DATA EXCERPTS |
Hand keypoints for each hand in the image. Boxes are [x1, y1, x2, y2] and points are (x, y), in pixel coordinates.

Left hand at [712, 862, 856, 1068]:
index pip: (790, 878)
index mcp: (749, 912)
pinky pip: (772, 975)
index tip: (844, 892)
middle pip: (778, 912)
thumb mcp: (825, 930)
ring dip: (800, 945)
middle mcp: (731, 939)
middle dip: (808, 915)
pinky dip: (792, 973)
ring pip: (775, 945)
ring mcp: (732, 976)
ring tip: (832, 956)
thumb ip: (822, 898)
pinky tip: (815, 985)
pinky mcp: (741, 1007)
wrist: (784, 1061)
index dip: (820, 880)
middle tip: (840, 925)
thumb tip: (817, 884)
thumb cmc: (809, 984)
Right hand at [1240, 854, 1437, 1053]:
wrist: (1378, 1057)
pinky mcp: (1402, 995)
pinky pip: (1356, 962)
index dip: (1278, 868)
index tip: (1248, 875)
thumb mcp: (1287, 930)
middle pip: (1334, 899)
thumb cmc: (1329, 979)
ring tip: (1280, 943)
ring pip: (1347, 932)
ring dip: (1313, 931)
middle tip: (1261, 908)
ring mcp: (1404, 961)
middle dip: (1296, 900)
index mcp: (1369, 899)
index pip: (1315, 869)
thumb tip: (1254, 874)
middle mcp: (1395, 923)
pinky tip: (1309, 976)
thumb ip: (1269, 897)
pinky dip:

PROBLEM DETAILS | What you return must match the records above exactly.

EXERCISE ANSWER |
Hand keypoints for each hand in the image. Boxes are [x1, y1, x2, y2] and points are (x, y), in pixel coordinates.

Left hand at [712, 862, 856, 1068]:
index pip: (790, 878)
index mcp: (749, 912)
pinky pip: (772, 975)
index tip: (844, 892)
middle pip: (778, 912)
thumb mcp: (825, 930)
ring dip: (800, 945)
middle mcp: (731, 939)
middle dip: (808, 915)
pinky dip: (792, 973)
ring pip: (775, 945)
ring mcp: (732, 976)
ring tip: (832, 956)
thumb ip: (822, 898)
pinky tip: (815, 985)
pinky mcp: (741, 1007)
wrist: (784, 1061)
index dip: (820, 880)
middle tip: (840, 925)
thumb tip: (817, 884)
thumb cmc: (809, 984)
Right hand at [1240, 854, 1437, 1053]:
wrist: (1378, 1057)
pinky mcp: (1402, 995)
pinky pip: (1356, 962)
index dip: (1278, 868)
index tip: (1248, 875)
thumb mcp: (1287, 930)
middle pip: (1334, 899)
thumb cmc: (1329, 979)
ring tip: (1280, 943)
ring pip: (1347, 932)
ring dip: (1313, 931)
middle tip: (1261, 908)
ring mcp: (1404, 961)
middle dip: (1296, 900)
index mcp: (1369, 899)
index pip: (1315, 869)
thumb tip: (1254, 874)
middle mcp: (1395, 923)
pinky tip: (1309, 976)
thumb ip: (1269, 897)
pinky dip:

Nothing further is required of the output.